3. Slowly stir into dry ingredients, and mix only until dampened, batter should be lumpy.
Adjust batter by adding part or all the remaining 1/4 cup buttermilk. If you wish to test batter for your desire pancake thickness, with a spoon, drop a small amount of batter into the hot griddle and see how thick or thin it spreads. For a thinner cake add more buttermilk, try not to mix too much.
To test griddle temperature, when a drop of cold water will dance on the griddle it is ready to cook pancakes.
4. Drop batter into griddle to form about a 4" across cake.

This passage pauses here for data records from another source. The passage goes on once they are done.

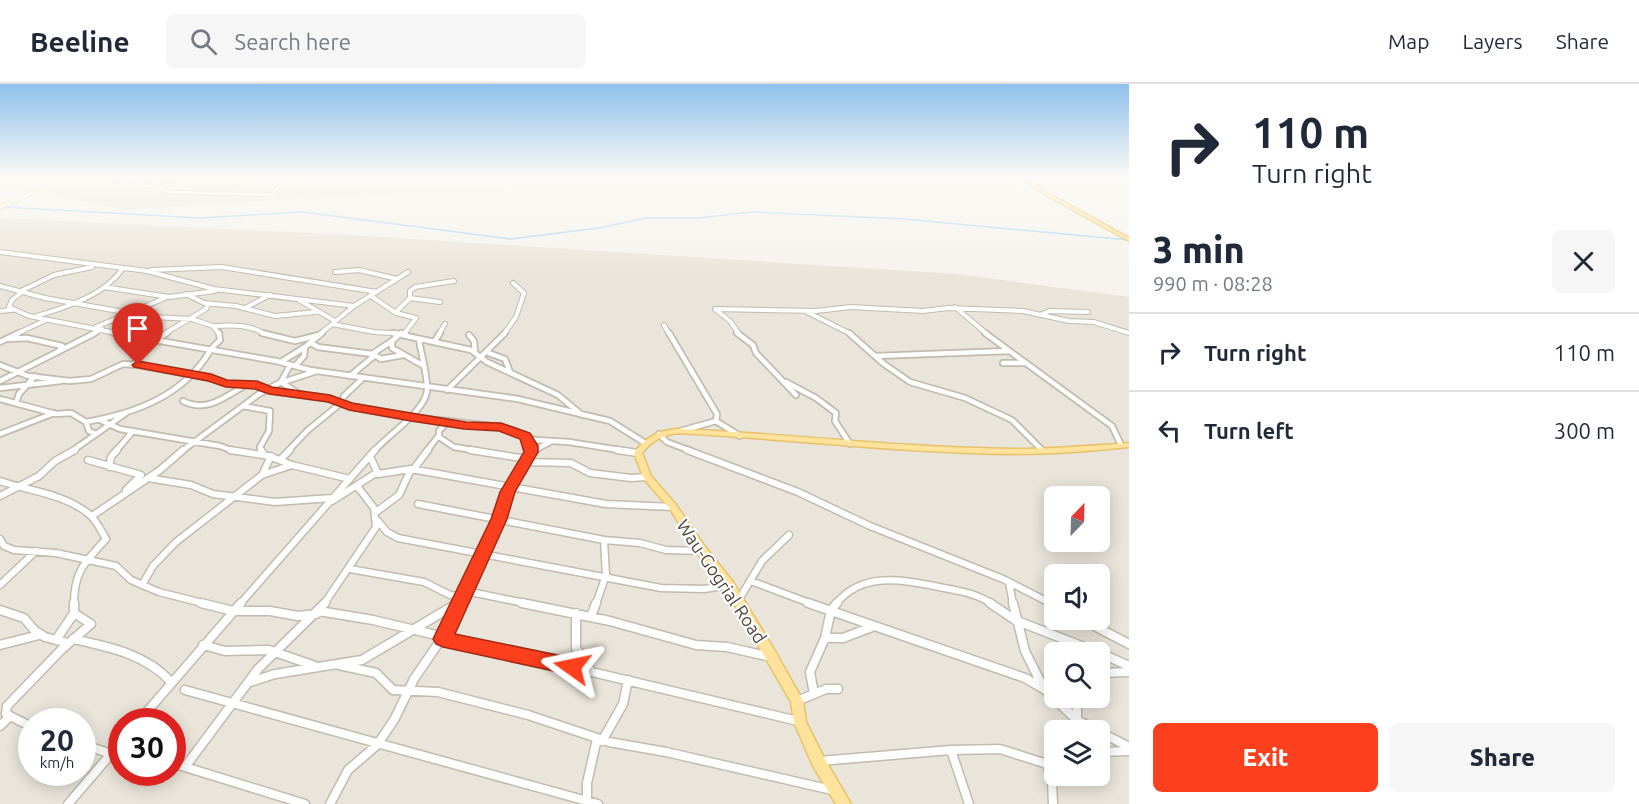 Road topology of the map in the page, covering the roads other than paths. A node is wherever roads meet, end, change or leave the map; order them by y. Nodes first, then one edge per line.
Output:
1 (1078, 210) edge
2 (1129, 239) edge
3 (0, 252) edge
4 (96, 266) junction
5 (123, 268) junction
6 (141, 270) junction
7 (335, 272) dead end
8 (408, 272) dead end
9 (398, 279) junction
10 (454, 281) dead end
11 (513, 284) dead end
12 (0, 286) edge
13 (104, 287) junction
14 (226, 290) junction
15 (21, 292) junction
16 (377, 292) junction
17 (186, 294) junction
18 (272, 294) junction
19 (371, 296) junction
20 (167, 297) junction
21 (410, 298) junction
22 (298, 299) junction
23 (76, 302) junction
24 (440, 302) dead end
25 (207, 306) junction
26 (354, 306) junction
27 (10, 308) junction
28 (245, 308) junction
29 (955, 308) junction
30 (0, 309) edge
31 (129, 311) junction
32 (803, 311) junction
33 (316, 312) junction
34 (396, 312) junction
35 (1088, 312) dead end
36 (1041, 315) junction
37 (35, 317) junction
38 (47, 319) junction
39 (189, 319) junction
40 (334, 322) junction
41 (445, 324) dead end
42 (664, 325) dead end
43 (213, 326) junction
44 (94, 327) junction
45 (102, 329) junction
46 (403, 333) junction
47 (1129, 333) edge
48 (469, 334) dead end
49 (18, 335) junction
50 (319, 335) junction
51 (419, 339) junction
52 (158, 341) junction
53 (393, 341) junction
54 (0, 342) edge
55 (434, 342) junction
56 (311, 343) junction
57 (305, 347) junction
58 (210, 351) junction
59 (475, 352) junction
60 (486, 352) junction
61 (1011, 352) junction
62 (56, 353) junction
63 (373, 355) junction
64 (403, 355) junction
65 (874, 356) junction
66 (481, 358) junction
67 (280, 362) junction
68 (1003, 363) dead end
69 (1026, 363) junction
70 (0, 365) edge
71 (138, 365) junction
72 (292, 366) junction
73 (424, 366) junction
74 (10, 368) junction
75 (21, 371) junction
76 (317, 371) junction
77 (510, 372) junction
78 (192, 375) junction
79 (34, 376) junction
80 (350, 376) junction
81 (363, 378) junction
82 (779, 378) junction
83 (2, 381) edge
84 (64, 381) junction
85 (281, 382) junction
86 (246, 385) junction
87 (26, 386) junction
88 (0, 388) edge
89 (426, 388) junction
90 (267, 389) junction
91 (447, 390) junction
92 (796, 395) dead end
93 (303, 396) junction
94 (0, 399) edge
95 (183, 401) dead end
96 (16, 403) junction
97 (341, 403) junction
98 (243, 406) junction
99 (54, 413) junction
100 (126, 413) junction
101 (582, 415) junction
102 (411, 417) junction
103 (100, 420) junction
104 (448, 421) junction
105 (716, 421) junction
106 (86, 422) junction
107 (107, 424) junction
108 (133, 431) junction
109 (678, 431) junction
110 (0, 434) edge
111 (96, 434) junction
112 (659, 434) junction
113 (438, 435) junction
114 (522, 435) junction
115 (736, 436) junction
116 (193, 441) junction
117 (557, 441) junction
118 (645, 442) junction
119 (850, 444) junction
120 (1125, 445) edge
121 (1042, 450) junction
122 (638, 453) junction
123 (267, 455) junction
124 (370, 456) junction
125 (528, 458) junction
126 (281, 459) junction
127 (88, 460) dead end
128 (292, 465) junction
129 (109, 467) junction
130 (412, 470) junction
131 (376, 473) junction
132 (262, 475) junction
133 (647, 477) junction
134 (148, 478) junction
135 (350, 479) junction
136 (0, 481) edge
137 (357, 486) junction
138 (15, 487) junction
139 (510, 488) junction
140 (126, 493) junction
141 (0, 496) edge
142 (237, 496) junction
143 (332, 498) junction
144 (418, 504) dead end
145 (326, 505) junction
146 (673, 507) junction
147 (376, 512) junction
148 (92, 516) junction
149 (499, 519) junction
150 (378, 521) junction
151 (789, 535) dead end
152 (0, 539) edge
153 (604, 540) junction
154 (702, 551) junction
155 (36, 552) junction
156 (483, 553) junction
157 (84, 560) junction
158 (350, 569) junction
159 (606, 578) junction
160 (751, 581) junction
161 (1009, 582) junction
162 (0, 585) edge
163 (142, 585) junction
164 (729, 585) junction
165 (463, 596) junction
166 (1044, 599) edge
167 (738, 601) junction
168 (0, 610) edge
169 (831, 610) junction
170 (232, 612) junction
171 (74, 613) junction
172 (317, 613) junction
173 (576, 613) junction
174 (591, 617) junction
175 (1015, 620) junction
176 (872, 627) junction
177 (411, 629) junction
178 (1102, 630) edge
179 (39, 634) junction
180 (825, 638) junction
181 (443, 639) junction
182 (56, 640) junction
183 (71, 641) junction
184 (1070, 642) edge
185 (1129, 644) edge
186 (0, 645) edge
187 (203, 645) junction
188 (275, 651) junction
189 (772, 657) junction
190 (1110, 658) edge
191 (339, 665) junction
192 (1129, 666) edge
193 (319, 668) junction
194 (591, 671) junction
195 (1129, 672) edge
196 (1110, 673) edge
197 (628, 680) junction
198 (171, 682) junction
199 (248, 683) junction
200 (409, 689) junction
201 (838, 689) dead end
202 (1044, 689) joint
203 (185, 690) dead end
204 (814, 693) junction
205 (797, 700) junction
206 (232, 704) junction
207 (150, 708) edge
208 (1064, 708) edge
209 (1077, 708) edge
210 (10, 716) junction
211 (18, 720) edge
212 (1077, 720) joint
213 (800, 722) junction
214 (0, 726) edge
215 (1110, 738) edge
216 (600, 740) junction
217 (377, 745) junction
218 (1129, 749) edge
219 (951, 750) junction
220 (1110, 751) edge
221 (108, 757) edge
222 (818, 761) junction
223 (1044, 761) edge
224 (186, 766) edge
225 (186, 767) edge
226 (1052, 786) edge
227 (834, 790) junction
228 (587, 802) edge
229 (68, 804) edge
230 (305, 804) edge
231 (330, 804) edge
232 (598, 804) edge
233 (844, 804) edge
234 (969, 804) edge
235 (1053, 804) edge

1 - 2 main road
3 - 4 street
4 - 5 street
4 - 15 street
5 - 6 street
5 - 13 street
6 - 14 street
6 - 16 street
7 - 9 street
8 - 9 street
9 - 16 street
10 - 21 street
11 - 60 street
12 - 15 street
13 - 20 street
13 - 23 street
14 - 17 street
14 - 18 street
15 - 23 street
15 - 27 street
16 - 19 street
17 - 20 street
17 - 25 street
18 - 22 street
18 - 28 street
19 - 26 street
19 - 34 street
20 - 31 street
21 - 24 street
21 - 34 street
22 - 26 street
22 - 33 street
23 - 31 street
23 - 37 street
25 - 28 street
25 - 39 street
26 - 40 street
27 - 30 street
27 - 37 street
28 - 33 street
29 - 32 street
29 - 36 street
29 - 61 street
31 - 39 street
31 - 44 street
32 - 65 street
32 - 82 street
33 - 40 street
34 - 46 street
35 - 36 street
36 - 47 street
37 - 38 street
38 - 44 street
38 - 49 street
39 - 43 street
39 - 52 street
40 - 46 street
40 - 50 street
41 - 55 street
42 - 105 street
43 - 50 street
43 - 58 street
44 - 45 street
45 - 52 street
45 - 62 street
46 - 51 street
46 - 53 street
48 - 59 street
49 - 54 street
49 - 62 street
50 - 56 street
51 - 55 street
51 - 73 street
52 - 58 street
52 - 71 street
53 - 63 street
53 - 64 street
55 - 59 street
56 - 57 street
56 - 63 street
57 - 67 street
57 - 72 street
58 - 67 street
58 - 78 street
59 - 66 street
60 - 66 street
60 - 77 street
61 - 65 street
61 - 69 street
62 - 75 street
63 - 64 street
63 - 80 street
64 - 73 street
65 - 121 street
66 - 77 street
66 - 91 street
67 - 72 street
68 - 69 street
69 - 120 street
70 - 74 street
71 - 78 street
71 - 84 street
72 - 76 street
72 - 85 street
73 - 89 street
74 - 75 street
74 - 83 street
75 - 79 street
75 - 83 street
76 - 80 street
76 - 85 street
77 - 101 street
78 - 86 street
78 - 100 street
79 - 84 street
79 - 87 street
80 - 81 street
81 - 89 street
81 - 97 street
82 - 92 street
82 - 119 street
84 - 87 street
85 - 90 street
85 - 93 street
86 - 90 street
86 - 95 street
87 - 88 street
87 - 96 street
89 - 91 street
89 - 102 street
90 - 93 street
90 - 98 street
91 - 101 street
93 - 97 street
94 - 96 street
96 - 99 street
97 - 102 street
97 - 126 street
98 - 116 street
98 - 123 street
99 - 106 street
99 - 110 street
100 - 103 street
100 - 107 street
101 - 118 street
102 - 104 street
102 - 124 street
103 - 106 street
103 - 107 street
104 - 113 street
104 - 114 street
105 - 109 street
105 - 115 street
106 - 111 street
107 - 108 street
107 - 111 street
108 - 116 street
108 - 129 street
109 - 112 main road
109 - 115 main road
111 - 138 street
112 - 118 main road
112 - 161 street
113 - 125 street
113 - 130 street
114 - 117 street
114 - 125 street
115 - 119 main road
116 - 123 street
116 - 134 street
117 - 122 street
117 - 125 street
118 - 122 main road
119 - 121 main road
120 - 121 main road
122 - 133 main road, Wau-Gogrial Road
123 - 126 street
123 - 132 street
124 - 131 street
124 - 135 street
125 - 133 street
125 - 139 street
126 - 128 street
127 - 129 street
128 - 132 street
128 - 135 street
129 - 140 street
130 - 131 street
130 - 139 street
130 - 147 street
131 - 137 street
132 - 142 street
133 - 146 main road, Wau-Gogrial Road
134 - 140 street
134 - 142 street
135 - 143 street
136 - 138 street
137 - 145 street
137 - 147 street
138 - 141 street
138 - 148 street
139 - 146 street
139 - 149 street
140 - 148 street
142 - 143 street
142 - 163 street
143 - 145 street
144 - 149 street
145 - 170 street
146 - 154 main road, Wau-Gogrial Road
147 - 150 street
148 - 157 street
149 - 153 street
149 - 156 street
150 - 156 street
150 - 158 street
151 - 160 street
152 - 155 street
153 - 154 street
153 - 159 street
154 - 164 main road, Wau-Gogrial Road
155 - 157 street
155 - 162 street
156 - 159 street
156 - 165 street
157 - 163 street
157 - 171 street
158 - 165 street
158 - 172 street
159 - 164 street
159 - 174 street
160 - 167 street
160 - 169 street
161 - 166 street
161 - 175 street
163 - 170 street
164 - 167 main road, Wau-Gogrial Road
165 - 173 street
165 - 177 street
165 - 181 street
167 - 189 main road, Wau-Gogrial Road
168 - 179 street
169 - 175 street
169 - 176 street
169 - 180 street
170 - 172 street
170 - 187 street
171 - 182 street
171 - 183 street
172 - 177 street
172 - 188 street
173 - 174 street
173 - 194 street
174 - 189 street
175 - 184 street
175 - 202 street
176 - 180 street
176 - 202 street
177 - 181 street
177 - 191 street
178 - 185 street
179 - 182 street
179 - 186 street
180 - 204 street
181 - 194 street
181 - 200 street
182 - 183 street
183 - 198 street
183 - 210 street
187 - 188 street
187 - 198 street
188 - 193 street
188 - 199 street
189 - 205 main road, Wau-Gogrial Road
190 - 192 street
191 - 193 street
191 - 200 street
193 - 199 street
194 - 197 street
195 - 196 street
197 - 213 street
197 - 216 street
198 - 207 street
199 - 206 street
200 - 216 street
200 - 217 street
201 - 204 street
203 - 206 street
204 - 205 street
205 - 213 main road, Wau-Gogrial Road
206 - 217 street
206 - 224 street
208 - 212 street
209 - 212 street
210 - 211 street
210 - 214 street
213 - 222 main road, Wau-Gogrial Road
215 - 218 street
216 - 227 street
216 - 228 street
217 - 228 street
217 - 231 street
218 - 220 street
219 - 222 street
219 - 223 street
219 - 234 street
221 - 229 street
222 - 227 main road, Wau-Gogrial Road
225 - 230 street
226 - 235 street
227 - 233 main road, Wau-Gogrial Road
228 - 232 street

When bubbles start to form over surface, before bubbles break, turn gently and brown flip side.
Keep warm while cooking the rest. Serve as soon as possible with butter, maple syrup or other fruit toppings.
VARIATIONS
Whole Wheat: use 1/2 unsifted whole wheat flour + 1/2 cup sifted all-purpose flour, proceed as directed. You may need to increase buttermilk by 1/4 cup.
Buckwheat: use 1/2 cup unsifted buckwheat flour + 1/2 cup sifted all-purpose flour, proceed as directed. You may need to increase buttermilk by 1/4 cup.
Basic pancakes: Omit baking soda, increase baking powder to 2 teaspoons, substitute buttermilk for 2/3 to 3/4 cup milk. Start with less amount of milk and adjust up to maximum amount.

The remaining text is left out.